LSTM forward pass using matrix muls #3219

pdogr · 2023-03-24T03:12:27Z

This PR changes the shape of warr from (hunits, 4, embedd_dim) -> (4 * hunits, embedd_dim) and uarr from (hunits, 4, hunits) -> (4 * hunits, hunits).
Now the forward pass can be expressed in the form of matrix multiplication. and elementwise dot product (which might be vectorized).

Ran the benchmark using cargo bench --all-features -- "lstm"

Line Break/UTF8/Th/lstm time:   [423.87 µs 426.95 µs 430.10 µs]
                        change: [-13.213% -12.386% -11.444%] (p = 0.00 < 0.05)
                        Performance has improved.
Found 6 outliers among 100 measurements (6.00%)
  3 (3.00%) high mild
  3 (3.00%) high severe

Line Break/UTF16/Th/lstm
                        time:   [415.31 µs 417.42 µs 419.68 µs]
                        change: [-14.506% -13.635% -12.525%] (p = 0.00 < 0.05)
                        Performance has improved.
Found 7 outliers among 100 measurements (7.00%)
  3 (3.00%) high mild
  4 (4.00%) high severe

robertbastian

Look great from my end, but I'll defer final approval to Shane

experimental/segmenter/src/math_helper.rs

sffc

Great that you got more perf out of this! Although I'm puzzled about where the perf is coming from.

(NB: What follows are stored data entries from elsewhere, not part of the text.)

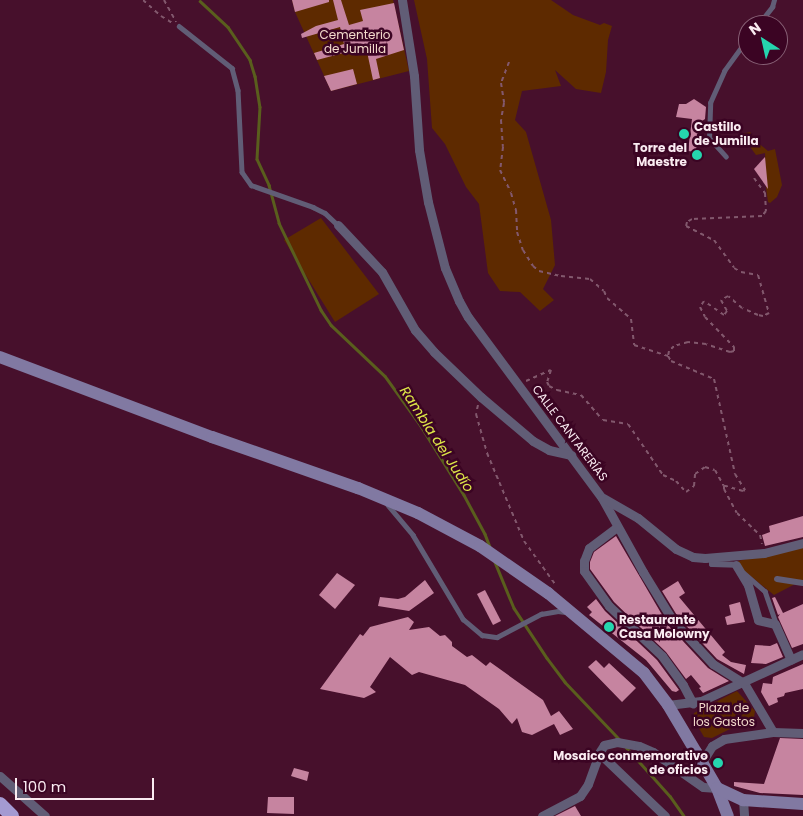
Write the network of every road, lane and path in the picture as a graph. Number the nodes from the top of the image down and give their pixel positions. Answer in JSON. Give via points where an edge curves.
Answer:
{"nodes":[{"id":1,"x":143,"y":0,"type":"edge"},
{"id":2,"x":164,"y":0,"type":"edge"},
{"id":3,"x":402,"y":0,"type":"edge"},
{"id":4,"x":774,"y":0,"type":"edge"},
{"id":5,"x":766,"y":15,"type":"edge"},
{"id":6,"x":179,"y":26,"type":"junction"},
{"id":7,"x":738,"y":52,"type":"edge"},
{"id":8,"x":509,"y":62,"type":"dead end"},
{"id":9,"x":726,"y":157,"type":"dead end"},
{"id":10,"x":754,"y":178,"type":"dead end"},
{"id":11,"x":338,"y":226,"type":"joint"},
{"id":12,"x":668,"y":356,"type":"junction"},
{"id":13,"x":0,"y":357,"type":"edge"},
{"id":14,"x":518,"y":384,"type":"junction"},
{"id":15,"x":481,"y":397,"type":"junction"},
{"id":16,"x":571,"y":455,"type":"junction"},
{"id":17,"x":724,"y":486,"type":"junction"},
{"id":18,"x":377,"y":496,"type":"junction"},
{"id":19,"x":602,"y":498,"type":"junction"},
{"id":20,"x":617,"y":526,"type":"junction"},
{"id":21,"x":803,"y":543,"type":"edge"},
{"id":22,"x":764,"y":553,"type":"junction"},
{"id":23,"x":712,"y":558,"type":"junction"},
{"id":24,"x":736,"y":565,"type":"junction"},
{"id":25,"x":777,"y":579,"type":"dead end"},
{"id":26,"x":803,"y":583,"type":"edge"},
{"id":27,"x":553,"y":591,"type":"junction"},
{"id":28,"x":576,"y":616,"type":"junction"},
{"id":29,"x":778,"y":627,"type":"junction"},
{"id":30,"x":803,"y":654,"type":"edge"},
{"id":31,"x":792,"y":660,"type":"junction"},
{"id":32,"x":744,"y":683,"type":"junction"},
{"id":33,"x":668,"y":704,"type":"junction"},
{"id":34,"x":693,"y":704,"type":"junction"},
{"id":35,"x":773,"y":732,"type":"junction"},
{"id":36,"x":803,"y":733,"type":"edge"},
{"id":37,"x":599,"y":753,"type":"junction"},
{"id":38,"x":702,"y":762,"type":"junction"},
{"id":39,"x":0,"y":776,"type":"edge"},
{"id":40,"x":717,"y":788,"type":"junction"},
{"id":41,"x":743,"y":800,"type":"junction"},
{"id":42,"x":0,"y":804,"type":"edge"},
{"id":43,"x":803,"y":804,"type":"edge"},
{"id":44,"x":12,"y":816,"type":"edge"},
{"id":45,"x":45,"y":816,"type":"edge"},
{"id":46,"x":542,"y":816,"type":"edge"},
{"id":47,"x":665,"y":816,"type":"edge"},
{"id":48,"x":728,"y":816,"type":"edge"},
{"id":49,"x":744,"y":816,"type":"edge"}],
"edges":[{"from":1,"to":6,"type":"path"},
{"from":2,"to":6,"type":"path"},
{"from":3,"to":14,"type":"street","name":"CALLE CANTARERÍAS","via":[[414,76],[422,170],[445,268],[468,317]]},
{"from":4,"to":5,"type":"lane"},
{"from":6,"to":11,"type":"lane","via":[[232,68],[238,90],[242,172],[251,185],[325,213]]},
{"from":7,"to":9,"type":"lane","via":[[724,72],[710,103],[709,138]]},
{"from":8,"to":12,"type":"path","via":[[500,83],[504,103],[500,170],[516,210],[523,250],[539,271],[588,278],[631,318],[634,345]]},
{"from":10,"to":12,"type":"path","via":[[765,193],[766,211],[762,216],[692,219],[686,226],[714,240],[734,268],[758,275],[768,313],[758,315],[742,308],[728,296],[721,300],[727,311],[724,315],[704,301],[700,307],[705,317],[734,347],[734,351],[688,342],[674,346]]},
{"from":11,"to":15,"type":"street","via":[[382,272],[415,330]]},
{"from":12,"to":17,"type":"path","via":[[671,361],[714,379],[735,474],[745,490]]},
{"from":13,"to":18,"type":"main road"},
{"from":14,"to":16,"type":"street","name":"CALLE CANTARERÍAS"},
{"from":14,"to":17,"type":"path","via":[[551,370],[547,382],[552,389],[581,394],[603,420],[628,424],[663,475],[686,492],[694,486],[695,474],[705,467],[715,470]]},
{"from":15,"to":16,"type":"street","via":[[533,441],[549,450]]},
{"from":15,"to":27,"type":"path","via":[[476,414],[488,453],[524,540]]},
{"from":16,"to":19,"type":"street","name":"CALLE CANTARERÍAS"},
{"from":17,"to":22,"type":"path","via":[[737,513],[760,535]]},
{"from":18,"to":27,"type":"main road","via":[[452,530]]},
{"from":18,"to":28,"type":"lane","via":[[407,526],[458,611],[469,626],[482,635],[491,638],[534,616],[558,610]]},
{"from":19,"to":20,"type":"street","name":"CALLE CANTARERÍAS"},
{"from":19,"to":23,"type":"street","via":[[638,518],[681,552]]},
{"from":20,"to":32,"type":"street","name":"CALLE CANTARERÍAS","via":[[676,625],[712,664]]},
{"from":20,"to":34,"type":"street","via":[[589,548],[584,571],[609,606],[662,656],[684,685]]},
{"from":21,"to":22,"type":"street"},
{"from":22,"to":23,"type":"street"},
{"from":23,"to":24,"type":"street","via":[[712,564]]},
{"from":24,"to":29,"type":"lane","via":[[765,591]]},
{"from":24,"to":29,"type":"street","via":[[748,585],[758,620]]},
{"from":25,"to":26,"type":"street"},
{"from":27,"to":28,"type":"main road"},
{"from":28,"to":33,"type":"main road","via":[[638,666]]},
{"from":29,"to":31,"type":"street"},
{"from":30,"to":31,"type":"street"},
{"from":31,"to":32,"type":"street"},
{"from":32,"to":34,"type":"street"},
{"from":32,"to":35,"type":"street"},
{"from":33,"to":34,"type":"street"},
{"from":33,"to":38,"type":"main road"},
{"from":35,"to":36,"type":"street"},
{"from":35,"to":38,"type":"street","via":[[719,740]]},
{"from":37,"to":40,"type":"street","via":[[607,744],[631,744],[653,752],[703,787]]},
{"from":37,"to":46,"type":"street","via":[[580,796]]},
{"from":37,"to":47,"type":"street"},
{"from":38,"to":40,"type":"main road"},
{"from":39,"to":45,"type":"street"},
{"from":40,"to":41,"type":"main road"},
{"from":40,"to":48,"type":"main road"},
{"from":41,"to":43,"type":"main road"},
{"from":41,"to":49,"type":"street"},
{"from":42,"to":44,"type":"highway"}]}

sffc · 2023-03-24T17:08:35Z

experimental/segmenter/src/lstm_bies.rs

+            sb.view(0..hunits),
+            sb.view(2 * hunits..3 * hunits),
+            sb.view(hunits..2 * hunits),


Nit: I would really like to keep the 4 as a dimension in the matrix. If reshaping the matrix from [hunits, 4, embedd_dim] to [4, hunits, embedd_dim] gives you some perf, that's great, but then let's express it that way, not just flattening the two numbers together, because then it's not clear whether the arrangement is [A1, A2, A3, A4, B1, B2, B3, B4, ...] or [A1, B1, ..., A2, B2, ...].

For example, instead of

s_t.as_mut().sigmoid(3 * hunits..4 * hunits);

I would much prefer if we can keep it as

s_t.submatrix_mut(3)?.sigmoid_transform();

experimental/segmenter/src/math_helper.rs

sffc · 2023-03-24T17:18:54Z

experimental/segmenter/src/math_helper.rs

+        for idx in 0..self.data.len() {
+            *self.data.get_mut(idx)? =
+                i.data.get(idx)? * c.data.get(idx)? + self.data.get(idx)? * f.data.get(idx)?
        }


Note: I'm surprised this is faster than the current memory layout. You need to jump all around to get the data at the four indices. The previous memory layout put i, c, and f all right next to each other. Actually, the memory layout before I started hacking at it was in that memory order, and I got a perf boost when changing it to the current order. So I'm a bit suspect of where the perf is actually coming from in this PR.

After compiling the crate with RUSTFLAGS='-C opt-level=2 -Cllvm-args=--pass-remarks=.*vector.* -Cllvm-args=--pass-remarks-analysis=.*vector.*' and extracting the remarks related to "math_helper.rs"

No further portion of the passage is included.